Task to carry out. Quote the entries below from the line with "thumb cmc: (147, 194)" through the line with "middle dip: (144, 111)", both ends included, and only those lines.

Dataset entries.
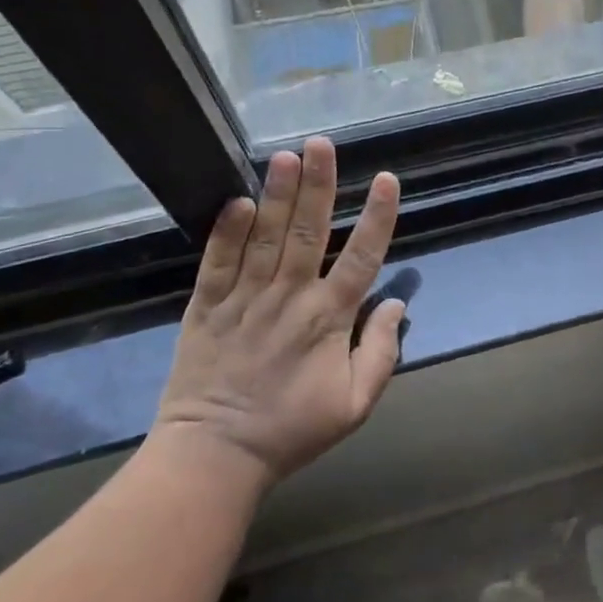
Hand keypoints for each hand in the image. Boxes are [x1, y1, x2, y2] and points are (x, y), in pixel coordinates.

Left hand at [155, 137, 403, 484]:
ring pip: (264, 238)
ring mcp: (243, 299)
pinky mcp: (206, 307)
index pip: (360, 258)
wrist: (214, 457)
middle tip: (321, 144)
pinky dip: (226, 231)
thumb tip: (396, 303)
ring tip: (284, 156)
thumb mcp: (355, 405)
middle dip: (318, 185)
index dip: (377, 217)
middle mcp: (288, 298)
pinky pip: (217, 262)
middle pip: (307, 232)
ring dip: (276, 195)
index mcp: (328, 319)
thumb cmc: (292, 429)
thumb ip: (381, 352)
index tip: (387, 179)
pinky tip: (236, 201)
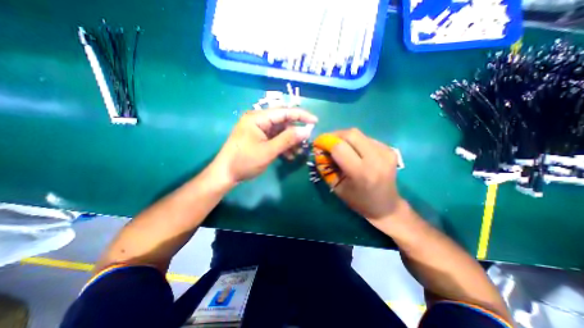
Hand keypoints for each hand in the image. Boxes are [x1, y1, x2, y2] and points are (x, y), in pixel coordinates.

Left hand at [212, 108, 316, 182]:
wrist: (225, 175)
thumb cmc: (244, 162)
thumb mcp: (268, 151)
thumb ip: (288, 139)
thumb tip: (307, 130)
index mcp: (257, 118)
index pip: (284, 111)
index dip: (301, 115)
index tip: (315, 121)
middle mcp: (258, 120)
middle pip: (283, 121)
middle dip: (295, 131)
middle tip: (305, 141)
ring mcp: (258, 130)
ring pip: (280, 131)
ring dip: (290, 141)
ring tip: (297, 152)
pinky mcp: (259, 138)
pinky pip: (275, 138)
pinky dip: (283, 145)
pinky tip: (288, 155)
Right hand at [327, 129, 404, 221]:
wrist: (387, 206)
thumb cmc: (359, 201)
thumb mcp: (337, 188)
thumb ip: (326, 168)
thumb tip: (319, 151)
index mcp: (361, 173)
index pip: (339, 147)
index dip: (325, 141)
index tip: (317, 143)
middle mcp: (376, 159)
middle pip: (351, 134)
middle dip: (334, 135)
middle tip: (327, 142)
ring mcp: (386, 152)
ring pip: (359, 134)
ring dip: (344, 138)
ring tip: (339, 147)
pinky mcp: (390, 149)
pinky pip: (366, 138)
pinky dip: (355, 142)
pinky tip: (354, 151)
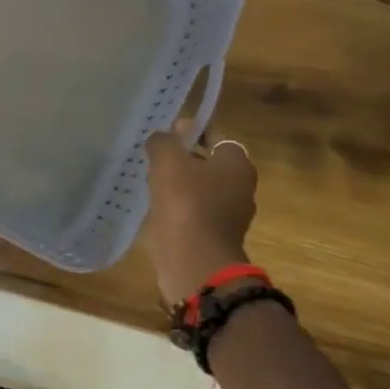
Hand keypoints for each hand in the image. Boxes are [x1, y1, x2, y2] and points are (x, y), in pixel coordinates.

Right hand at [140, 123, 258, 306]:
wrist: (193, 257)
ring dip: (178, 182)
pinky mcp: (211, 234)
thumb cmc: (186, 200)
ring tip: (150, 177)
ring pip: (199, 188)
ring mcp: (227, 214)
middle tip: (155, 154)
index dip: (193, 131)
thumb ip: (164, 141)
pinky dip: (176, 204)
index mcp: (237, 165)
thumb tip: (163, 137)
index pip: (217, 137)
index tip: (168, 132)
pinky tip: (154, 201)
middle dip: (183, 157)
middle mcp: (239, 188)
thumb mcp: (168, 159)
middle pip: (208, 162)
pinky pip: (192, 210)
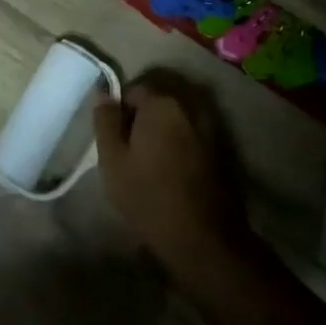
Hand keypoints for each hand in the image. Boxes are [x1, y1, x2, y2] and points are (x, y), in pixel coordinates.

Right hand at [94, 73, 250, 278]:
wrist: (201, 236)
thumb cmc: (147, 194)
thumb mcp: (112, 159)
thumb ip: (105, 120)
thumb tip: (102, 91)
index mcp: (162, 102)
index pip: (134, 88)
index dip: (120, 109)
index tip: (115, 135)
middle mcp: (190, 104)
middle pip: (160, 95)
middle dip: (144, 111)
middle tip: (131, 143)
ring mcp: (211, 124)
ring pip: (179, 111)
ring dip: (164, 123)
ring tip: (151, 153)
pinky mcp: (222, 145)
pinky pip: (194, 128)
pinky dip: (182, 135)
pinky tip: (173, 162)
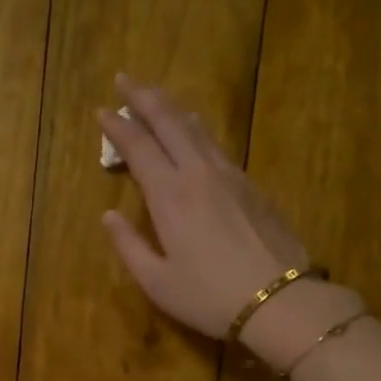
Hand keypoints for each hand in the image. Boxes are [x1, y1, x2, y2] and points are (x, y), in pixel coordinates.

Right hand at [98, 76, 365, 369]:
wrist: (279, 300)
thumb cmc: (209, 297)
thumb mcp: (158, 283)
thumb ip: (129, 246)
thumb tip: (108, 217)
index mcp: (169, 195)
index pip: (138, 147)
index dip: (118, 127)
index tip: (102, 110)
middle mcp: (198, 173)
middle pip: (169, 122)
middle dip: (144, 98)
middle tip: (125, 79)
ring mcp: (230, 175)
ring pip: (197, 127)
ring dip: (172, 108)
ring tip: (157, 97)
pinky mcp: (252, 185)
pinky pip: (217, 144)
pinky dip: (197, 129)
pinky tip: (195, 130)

==

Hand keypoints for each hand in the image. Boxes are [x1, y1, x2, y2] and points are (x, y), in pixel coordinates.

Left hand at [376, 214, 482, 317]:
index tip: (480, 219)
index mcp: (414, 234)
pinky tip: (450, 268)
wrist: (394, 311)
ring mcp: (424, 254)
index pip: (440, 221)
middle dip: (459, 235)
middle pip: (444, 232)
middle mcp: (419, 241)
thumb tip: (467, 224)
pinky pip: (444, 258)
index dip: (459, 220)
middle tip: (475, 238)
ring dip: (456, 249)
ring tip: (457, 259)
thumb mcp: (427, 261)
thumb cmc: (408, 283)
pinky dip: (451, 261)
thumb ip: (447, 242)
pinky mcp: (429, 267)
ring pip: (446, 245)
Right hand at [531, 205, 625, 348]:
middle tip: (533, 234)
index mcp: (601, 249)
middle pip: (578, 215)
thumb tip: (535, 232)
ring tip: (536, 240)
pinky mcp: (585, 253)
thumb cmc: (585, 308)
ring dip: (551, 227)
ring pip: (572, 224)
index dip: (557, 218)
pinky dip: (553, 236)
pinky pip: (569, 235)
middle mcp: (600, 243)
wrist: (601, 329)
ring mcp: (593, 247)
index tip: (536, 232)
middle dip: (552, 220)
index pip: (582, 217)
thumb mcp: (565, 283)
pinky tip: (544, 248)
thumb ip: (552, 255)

Task response.
thumb cmc: (147, 194)
thumb mcp: (112, 159)
thumb ip: (105, 120)
thumb tip: (102, 91)
index mcp: (162, 102)
index pip: (134, 88)
index dip: (120, 109)
index tip: (115, 135)
middle mcp: (190, 104)
middle pip: (160, 95)
middle dip: (144, 111)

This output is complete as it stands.